Figure 1.

Doxorubicin (Dox)-induced MCF-7 cell senescence promoted the epithelial–mesenchymal transition (EMT) of adjacent breast cancer cells. (A) Schematic diagram showing the experimental setup. Schematic diagram of the co-culture systems. Senescent MCF-7 cells (SEN-MCF-7) induced by Dox (200nM) were co-cultured with MCF-7-mRFP at a 3:1 ratio (SEN-MCF-7:MCF7-mRFP). Senescent MCF-7 cells (SEN-MCF-7) were recovered from the supernatant and mixed with normal medium at a 3:1 ratio (senescence supernatant: normal medium) as conditional medium (SEN-CM) for MCF7-mRFP cell monocultures. Red and black letters, used to distinguish two types of MCF-7 cells. Red letters: MCF-7 cells fused to red fluorescent protein, mRFP. Black letters: MCF-7 cells without fusing to mRFP. (B) Immunoblot analysis of protein expression of the epithelial marker E-cadherin and mesenchymal marker Vimentin in MCF-7-mRFP cells with the indicated treatments. (C) Immunofluorescence staining for EMT markers in MCF-7-mRFP cells with the indicated treatments. Scale bar, 50μm. (D,E) Wound-healing assay of MCF-7-mRFP cells with the indicated treatments. (D) Representative micrographs of wound-healing assay are shown. (E) Data represent the relative migration ratio of cells per field (error bars indicate mean SD, n = 3 experimental replicates, * p < 0.05, ** p < 0.01, *** p < 0.001). (F) Migration assay of MCF-7-mRFP cells with the indicated treatments.
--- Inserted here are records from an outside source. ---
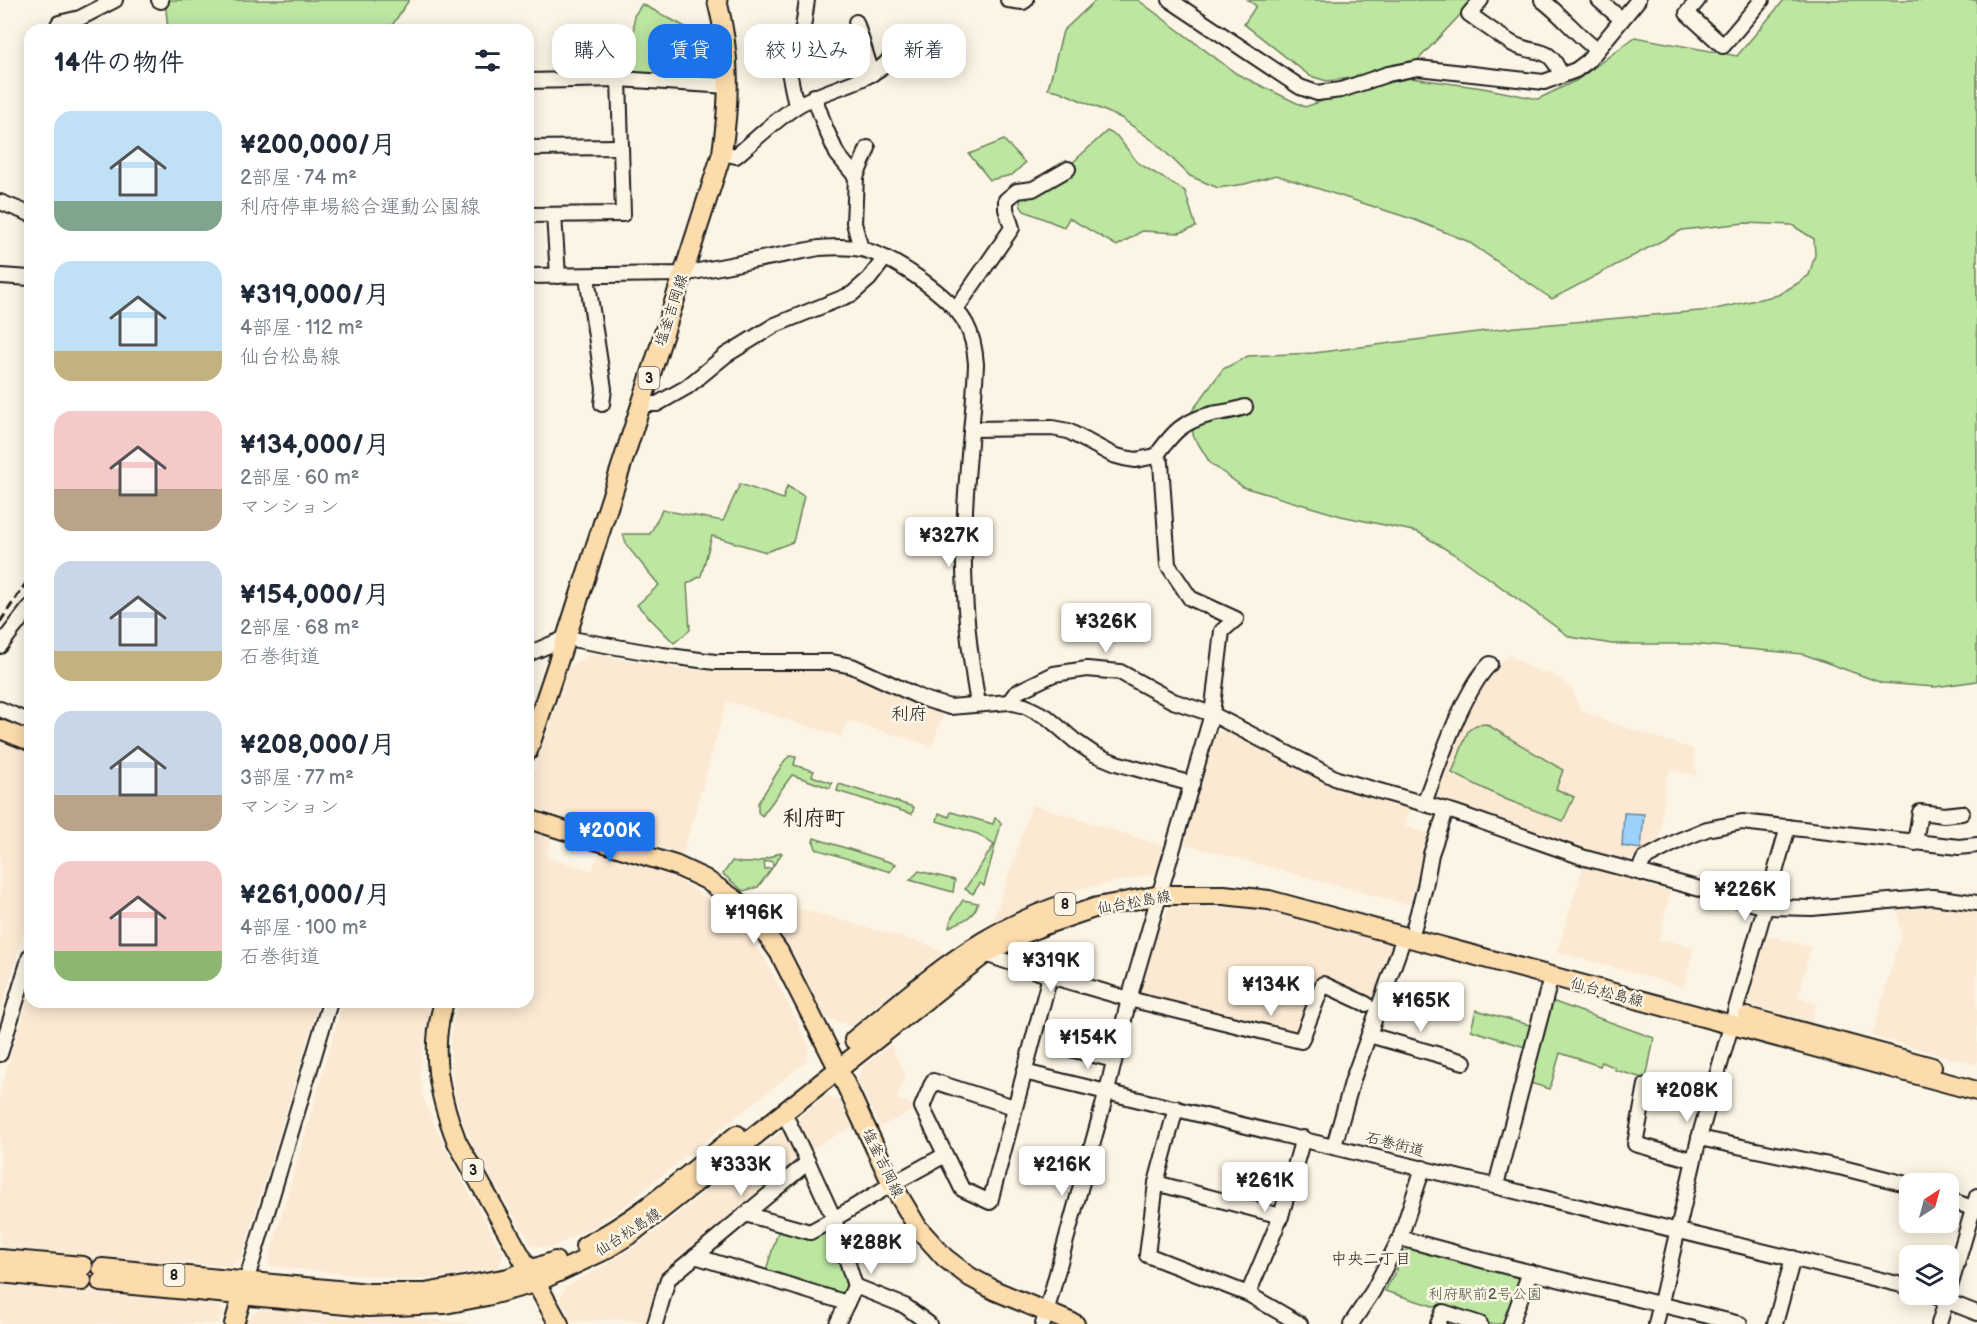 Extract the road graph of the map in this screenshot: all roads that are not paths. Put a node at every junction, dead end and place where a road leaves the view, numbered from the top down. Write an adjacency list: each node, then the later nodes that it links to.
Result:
1 (115, 0): 15 (street)
2 (717, 0): 22 (main road, 塩釜吉岡線 / 3)
3 (807, 0): 24 (street)
4 (1008, 0): 5 (street)
5 (1026, 0)
6 (1481, 0): 19 (street)
7 (1542, 0): 16 (street)
8 (1599, 0): 13 (street)
9 (1638, 0): 13 (street)
10 (1698, 0): 11 (street)
11 (1762, 0)
12 (1174, 1): 19 (street)
13 (1621, 19): 16 (street)
14 (856, 22): 18 (street)
15 (59, 24)
16 (1597, 50): 19 (street)
17 (882, 66): 18 (street)
18 (872, 74): 23 (street)
19 (1561, 76)
20 (619, 79): 21 (street); 22 (street); 25 (street)
21 (534, 81)
22 (728, 86): 28 (main road, 塩釜吉岡線 / 3)
23 (814, 96): 24 (street); 30 (street)
24 (796, 106): 28 (street)
25 (621, 147): 26 (street); 34 (street)
26 (534, 148)
27 (868, 148): 30 (street)
28 (722, 153): 37 (main road, 塩釜吉岡線 / 3)
29 (1068, 169): 43 (street)
30 (856, 177): 35 (street)
31 (0, 202): 32 (street)
32 (24, 212)
33 (534, 215): 34 (street)
34 (554, 215): 40 (street)
35 (861, 249): 36 (street); 37 (street)
36 (885, 258): 43 (street); 45 (street)
37 (683, 274): 41 (street); 45 (main road, 塩釜吉岡線 / 3)
38 (1, 276): 42 (street)
39 (534, 276): 40 (street)
40 (558, 276): 41 (street)
41 (587, 277): 44 (street)
42 (24, 278)
43 (956, 309): 47 (street)
44 (602, 404)
45 (641, 404): 50 (main road, 塩釜吉岡線 / 3)
46 (1245, 407): 48 (street)
47 (973, 429): 48 (street); 55 (street)
48 (1156, 456): 57 (street)
49 (24, 615): 51 (street)
50 (566, 638): 52 (street); 55 (street); 60 (main road, 塩釜吉岡線 / 3)
51 (0, 646)
52 (534, 651)
53 (1490, 664): 63 (street)
54 (1009, 702): 55 (street); 57 (street); 62 (street)
55 (978, 704)
56 (0, 709): 58 (street)
57 (1212, 714): 62 (street); 63 (street)
58 (24, 719)
59 (0, 729): 61 (main road)
60 (534, 733)
61 (24, 739)
62 (1192, 784): 71 (street)
63 (1424, 804): 64 (street)
64 (1446, 811): 70 (street); 74 (street)
65 (1962, 813): 68 (street)
66 (534, 821): 89 (main road, 塩釜吉岡線)
67 (1788, 827): 68 (street); 70 (street); 73 (street)
68 (1915, 843): 69 (street)
69 (1977, 845)
70 (1638, 872): 73 (street)
71 (1162, 891): 74 (main road, 仙台松島線 / 8); 75 (main road, 仙台松島線 / 8); 79 (street); 89 (main road, 仙台松島線 / 8)
72 (1977, 903): 73 (street)
73 (1766, 907): 83 (street)
74 (1409, 932): 78 (main road, 仙台松島線 / 8); 83 (main road, 仙台松島線 / 8); 84 (street)
75 (985, 954): 77 (street); 89 (main road, 仙台松島線 / 8)
76 (24, 976): 86 (street)
77 (1050, 976): 79 (street); 90 (street)
78 (1551, 976): 83 (main road, 仙台松島線 / 8); 108 (street)
79 (1129, 999): 80 (street); 87 (street)
80 (1366, 1004)
81 (328, 1008): 126 (street)
82 (443, 1008): 123 (main road, 3)
83 (1733, 1020): 91 (main road, 仙台松島線 / 8); 94 (main road, 仙台松島線 / 8); 99 (street)
84 (1369, 1035): 88 (street); 100 (street)
85 (1070, 1049): 87 (street)
86 (0, 1054)
87 (1114, 1060): 93 (street)
88 (1464, 1062)
89 (836, 1063): 97 (main road, 仙台松島線 / 8); 107 (main road, 塩釜吉岡線); 123 (main road, 仙台松島線 / 8)
90 (1024, 1072): 93 (street, 石巻街道); 95 (street)
91 (1977, 1080)
92 (1646, 1085): 102 (street)
93 (1107, 1091): 96 (street, 石巻街道); 133 (street)
94 (1977, 1091)
95 (1014, 1107): 101 (street); 101 (street)
96 (1176, 1108): 98 (street, 石巻街道); 105 (street)
97 (784, 1113): 103 (street); 123 (main road, 仙台松島線 / 8)
98 (1303, 1138): 100 (street, 石巻街道); 112 (street)
99 (1699, 1138): 102 (street); 106 (street)
100 (1334, 1146): 104 (street, 石巻街道)
101 (945, 1155): 107 (street)
102 (1693, 1160): 114 (street)
103 (808, 1162): 111 (street); 113 (street)
104 (1423, 1168): 108 (street, 石巻街道); 115 (street)
105 (1156, 1183): 112 (street); 127 (street)
106 (1899, 1183)
107 (892, 1184): 113 (street); 133 (main road, 塩釜吉岡線)
108 (1496, 1185): 114 (street, 石巻街道)
109 (1959, 1201): 110 (street)
110 (1976, 1205): 119 (street)
111 (745, 1214): 113 (street); 116 (street)
112 (1281, 1216): 127 (street)
113 (834, 1219): 125 (street)
114 (1677, 1230): 118 (street, 石巻街道); 129 (street)
115 (1400, 1238): 120 (street); 141 (street)
116 (695, 1256): 128 (street); 136 (street)
117 (0, 1258): 121 (main road)
118 (1793, 1258): 124 (street, 石巻街道); 147 (street)
119 (1959, 1261)
120 (1530, 1272): 129 (street); 144 (street)
121 (0, 1273)
122 (102, 1275): 126 (main road, 8)
123 (532, 1277): 126 (main road, 仙台松島線 / 8); 135 (main road, 3)
124 (1899, 1284)
125 (855, 1286): 128 (street); 138 (street)
126 (245, 1289): 134 (main road)
127 (1248, 1294): 140 (street)
128 (847, 1303): 137 (street)
129 (1660, 1304): 145 (street); 146 (street)
130 (1945, 1305): 148 (street)
131 (1959, 1305): 132 (street)
132 (1977, 1313)
133 (1045, 1318): 139 (main road, 塩釜吉岡線)
134 (234, 1324)
135 (559, 1324)
136 (655, 1324)
137 (837, 1324)
138 (929, 1324)
139 (1075, 1324)
140 (1300, 1324)
141 (1351, 1324)
142 (1438, 1324): 143 (street)
143 (1480, 1324)
144 (1511, 1324)
145 (1656, 1324)
146 (1740, 1324)
147 (1775, 1324)
148 (1939, 1324) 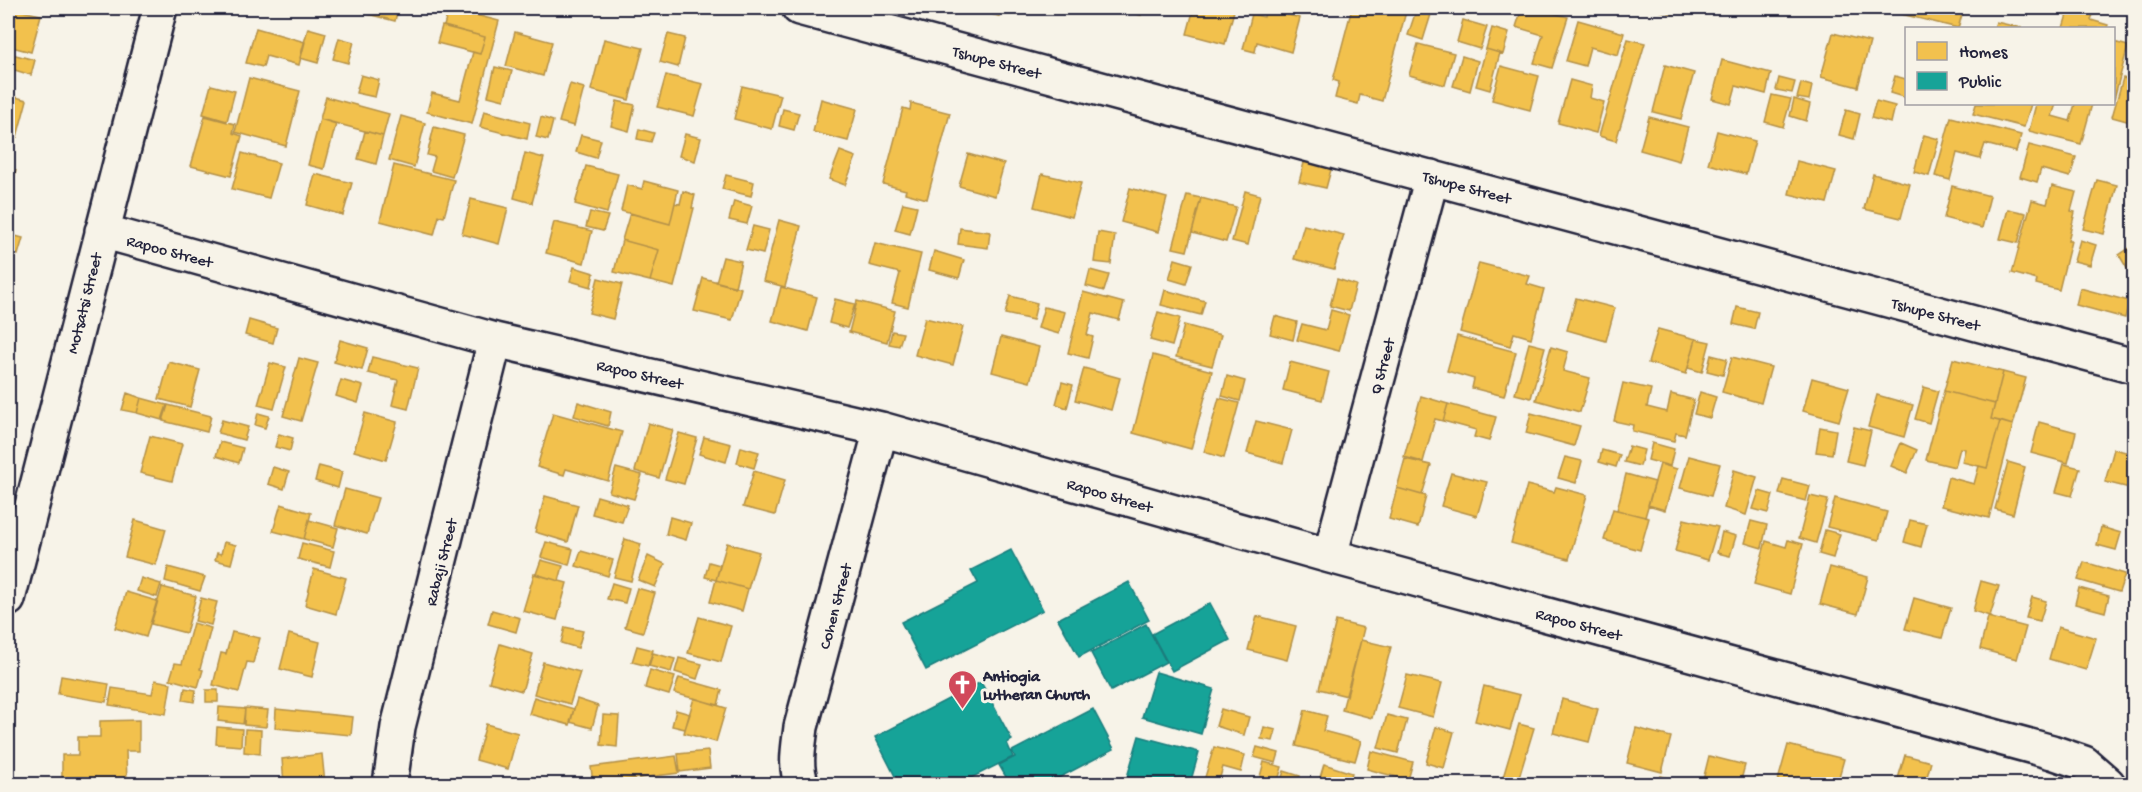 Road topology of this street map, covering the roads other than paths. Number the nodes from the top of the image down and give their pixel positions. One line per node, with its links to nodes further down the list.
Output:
1 (160, 8): 4 (street, Motsatsi Street)
2 (799, 8): 3 (street, Tshupe Street)
3 (1432, 177): 6 (street, Tshupe Street); 8 (street, Q Street)
4 (102, 231): 5 (street, Rapoo Street); 9 (street, Motsatsi Street)
5 (495, 340): 7 (street, Rapoo Street); 10 (street, Rabaji Street)
6 (2134, 366)
7 (881, 429): 8 (street, Rapoo Street); 11 (street, Cohen Street)
8 (1330, 556): 12 (street, Rapoo Street)
9 (8, 599)
10 (390, 784)
11 (802, 784)
12 (2108, 784)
Representative micrographs of the migrated cells are shown. Data represent the number of cells derived from mean cell counts of five fields (Error bars indicate mean SD, n = 3 experimental replicates, * p < 0.05, ** p < 0.01, *** p < 0.001). (G) Invasion assay of MCF-7-mRFP cells with the indicated treatments. Representative micrographs of the migrated cells are shown. Data represent the number of cells derived from mean cell counts of five fields (Error bars indicate mean SD, n = 3 experimental replicates, * p < 0.05, ** p < 0.01, *** p < 0.001).